Asano-Kato et al. [5] evaluated a few risk factors of insufficient fixation during LASIK. They found that insufficient fixation during LASIK occurred more likely in eyes with a flatter cornea. In their study, the mean keratometry was 42.40 ± 1.37 dpt in eyes with insufficient fixation, which was significantly lower than that in all patients (43.60 ± 1.40 dpt). Asano-Kato et al. [5] also reported that younger age was another risk factor for suction loss. In their study, the mean age was 26.1 ± 5.5 years in eyes with insufficient fixation, which was significantly lower than that in all patients (32.3 ± 8.6 years). The current patients with suction loss had a mean average keratometry of 44.46 dpt and a mean age of 36.8 years, and the differences in average keratometry and age between groups were insignificant. We proposed that a narrow palpebral fissure was the primary reason for suction loss. In the current study, patients in group 1 had significantly narrower palpebral fissures than patients in group 2, which agrees with the findings by Asano-Kato et al. [5], where insufficient fixation occurred more likely in eyes with narrower palpebral fissure (mean, 9.6 mm) compared to all eyes (mean, 11.0 mm).
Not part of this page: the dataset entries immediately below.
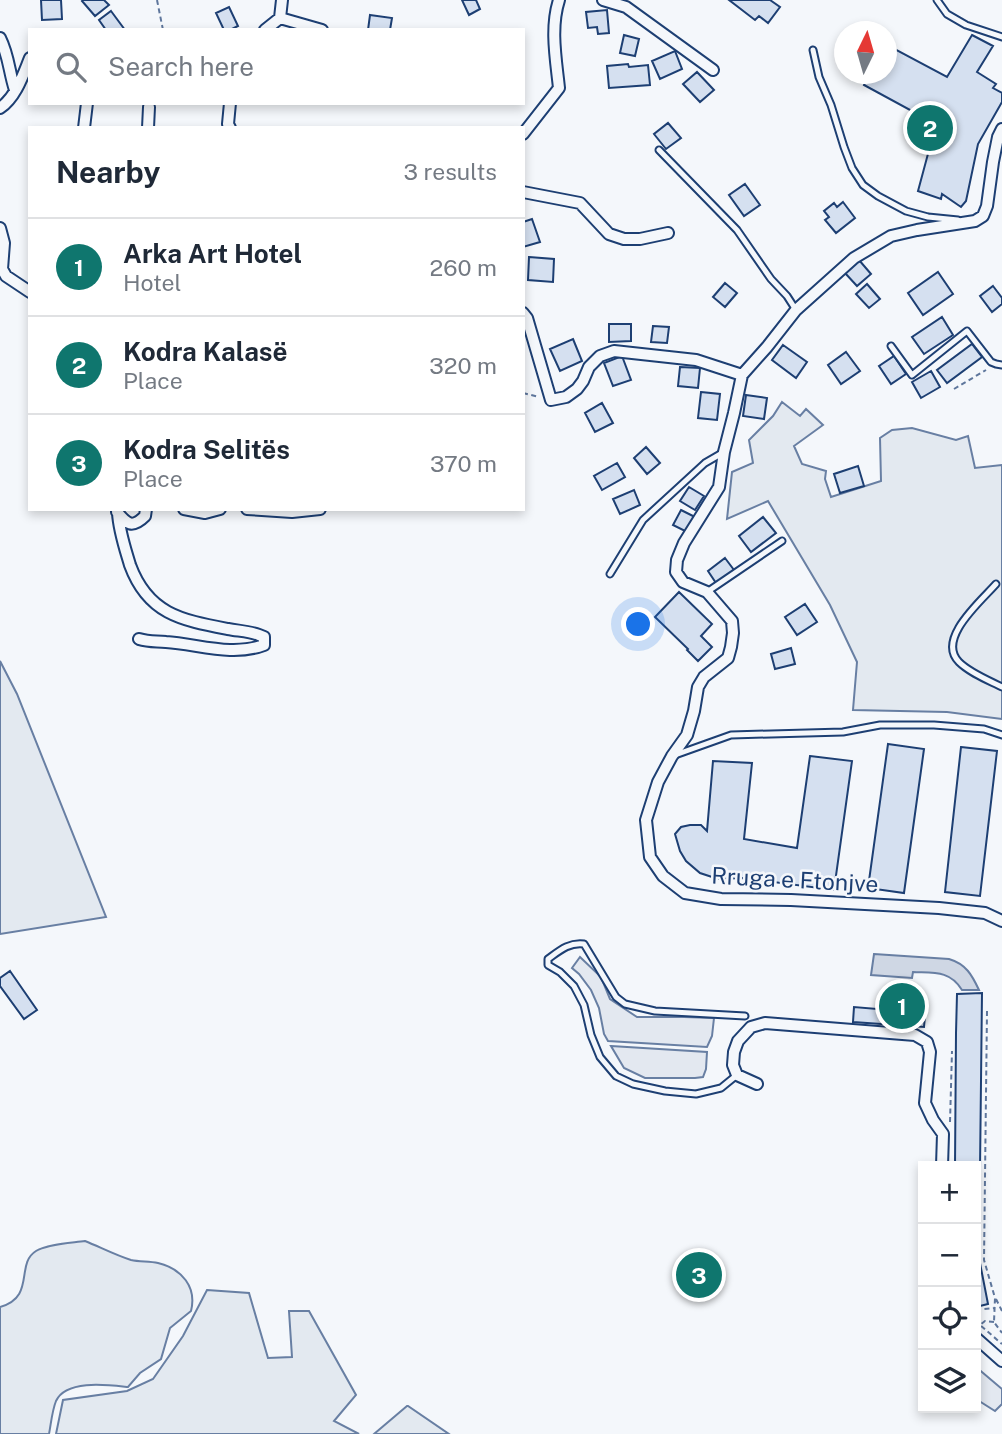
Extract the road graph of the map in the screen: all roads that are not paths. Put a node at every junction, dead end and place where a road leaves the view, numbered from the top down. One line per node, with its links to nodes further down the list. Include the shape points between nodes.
1 (282, 0): 5 (street)
2 (559, 0): 21 (street, via 554,14 559,89)
3 (603, 0): 11 (street, via 626,7)
4 (937, 0): 7 (lane, via 947,14 966,25)
5 (282, 24): 6 (street)
6 (309, 28)
7 (1002, 37)
8 (0, 38): 12 (street)
9 (813, 50): 24 (lane, via 844,147 863,185 906,211)
10 (28, 62): 12 (street)
11 (713, 70)
12 (15, 90): 16 (street)
13 (87, 105): 17 (street)
14 (230, 105): 19 (street)
15 (149, 107): 18 (street)
16 (0, 108)
17 (84, 126)
18 (148, 126)
19 (229, 126)
20 (1002, 130): 24 (street, via 988,206)
21 (525, 132)
22 (659, 150): 28 (lane, via 737,230)
23 (525, 192): 26 (street, via 580,203 609,234 624,239)
24 (975, 221): 28 (street, via 891,236 854,258)
25 (0, 228): 27 (street, via 2,269)
26 (668, 233)
27 (28, 291)
28 (796, 310): 32 (street)
29 (525, 316): 32 (street, via 551,400 577,389 589,367 614,351 696,360)
30 (891, 346): 31 (lane, via 912,375 967,331 992,362)
31 (999, 364)
32 (742, 374): 33 (street)
33 (724, 452): 41 (lane, via 705,463 643,520); 43 (street, via 719,487 677,560 676,572 682,582)
34 (117, 511): 35 (street, via 133,524 139,523); 44 (street, via 132,570 152,602 186,619 252,632 264,637 264,645 245,650 206,649)
35 (146, 511)
36 (194, 511): 37 (street)
37 (212, 511)
38 (277, 511): 39 (street)
39 (301, 511)
40 (782, 541): 43 (lane)
41 (610, 574)
42 (996, 584): 45 (lane, via 958,627 952,641 953,655 960,663)
43 (708, 592): 47 (street, Rruga e Ftonjve, via 732,621 731,647 728,658 698,687 687,734)
44 (139, 639)
45 (1002, 687)
46 (1002, 735): 47 (lane, via 934,724 880,725 843,732 731,735)
47 (673, 756): 48 (street, Rruga e Ftonjve, via 646,820 650,857 663,876 685,893 721,899 939,908 985,913)
48 (1002, 921)
49 (745, 1016): 50 (lane, via 625,1004 584,944 574,943 548,959 548,965 574,986 600,1057 616,1076 633,1084 696,1094 721,1088)
50 (737, 1075): 51 (street); 52 (street, via 733,1065 738,1041 751,1027 765,1023 915,1035 927,1042 930,1052 925,1103 943,1134)
51 (757, 1084)
52 (942, 1161)
53 (981, 1342): 54 (street)
54 (1002, 1361)

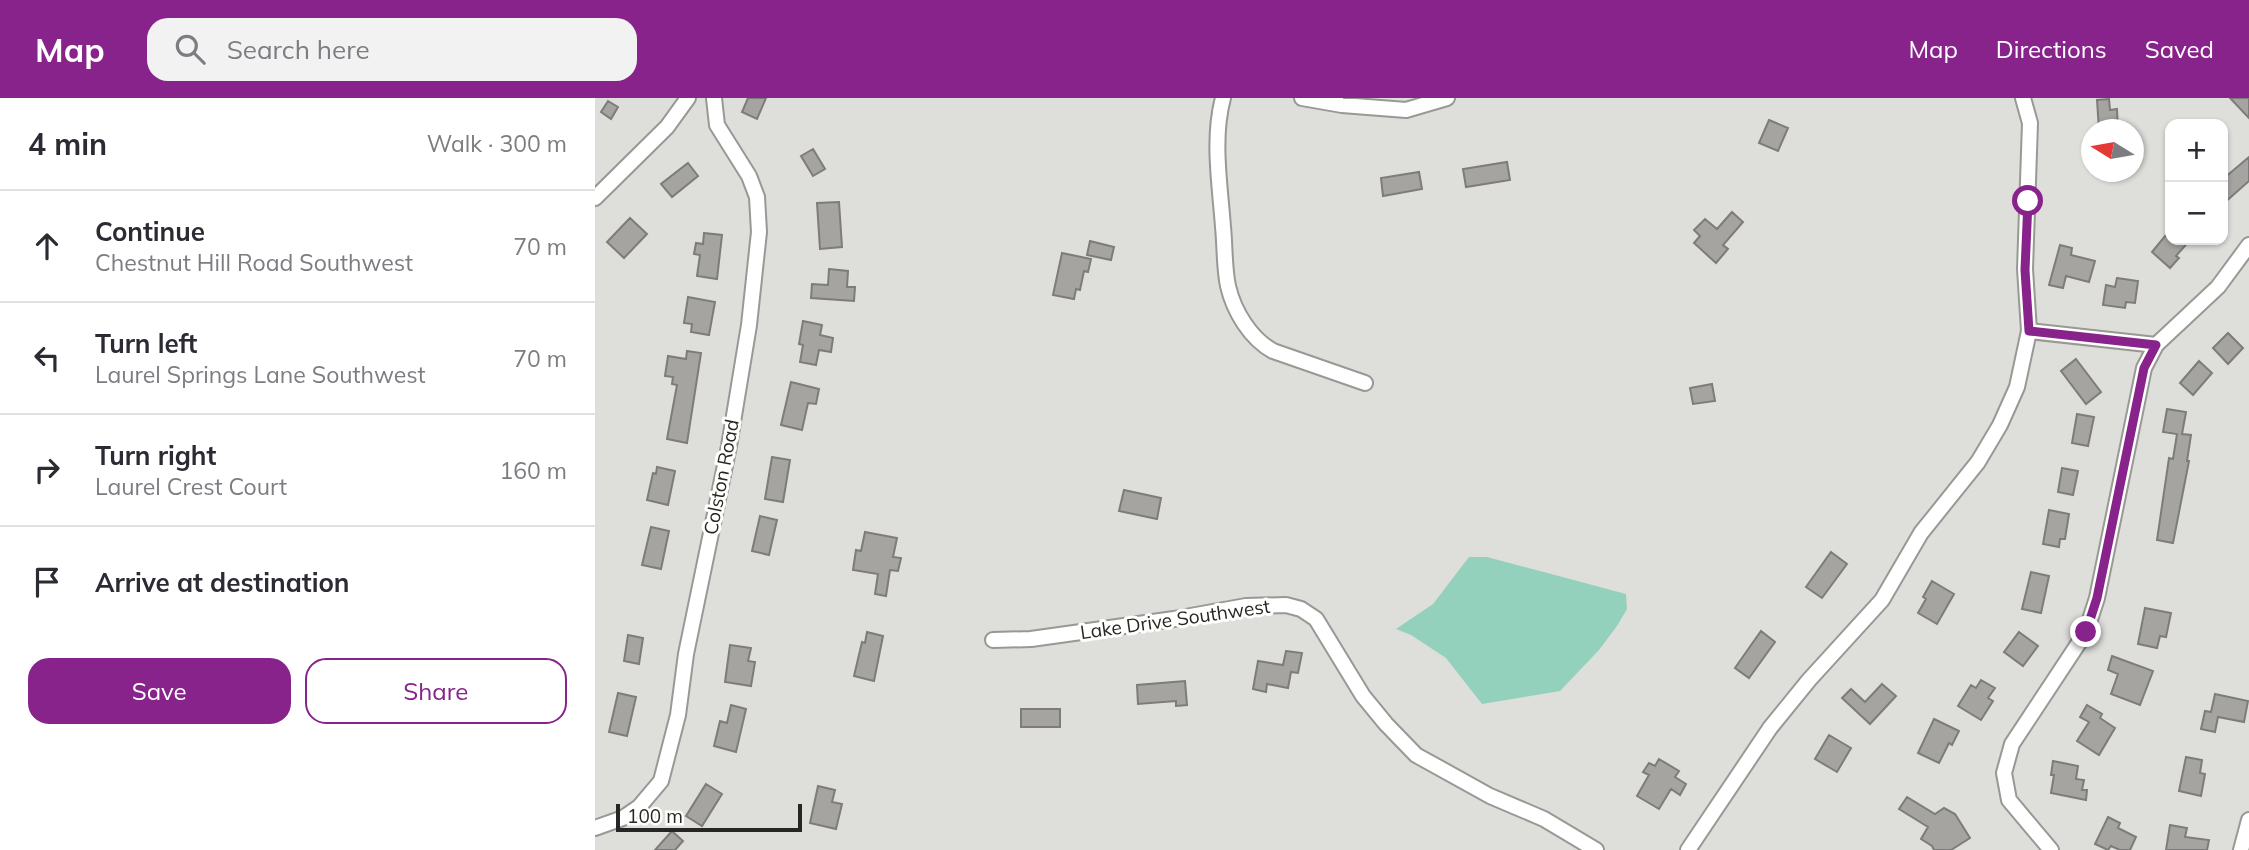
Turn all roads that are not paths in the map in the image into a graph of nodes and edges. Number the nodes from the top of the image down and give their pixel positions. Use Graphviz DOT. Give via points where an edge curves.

In conclusion, manual fixation of the suction ring is feasible in eyes in which suction cannot be achieved. Manual fixation prevents surgical delay and the postoperative outcomes were not inferior to standard LASIK flap creation procedure.
Acknowledgments
Dr. Chang has received travel expenses from Abbott Medical Optics, Inc. and Avedro, Inc., and lecture honorarium from Alcon Laboratories, Inc.
Statement of Ethics
The hospital research committee approved the study, which adhered to the tenets of the Declaration of Helsinki.
Disclosure Statement
No authors have financial interests in any aspect of this report. No conflicting relationship exists for all authors.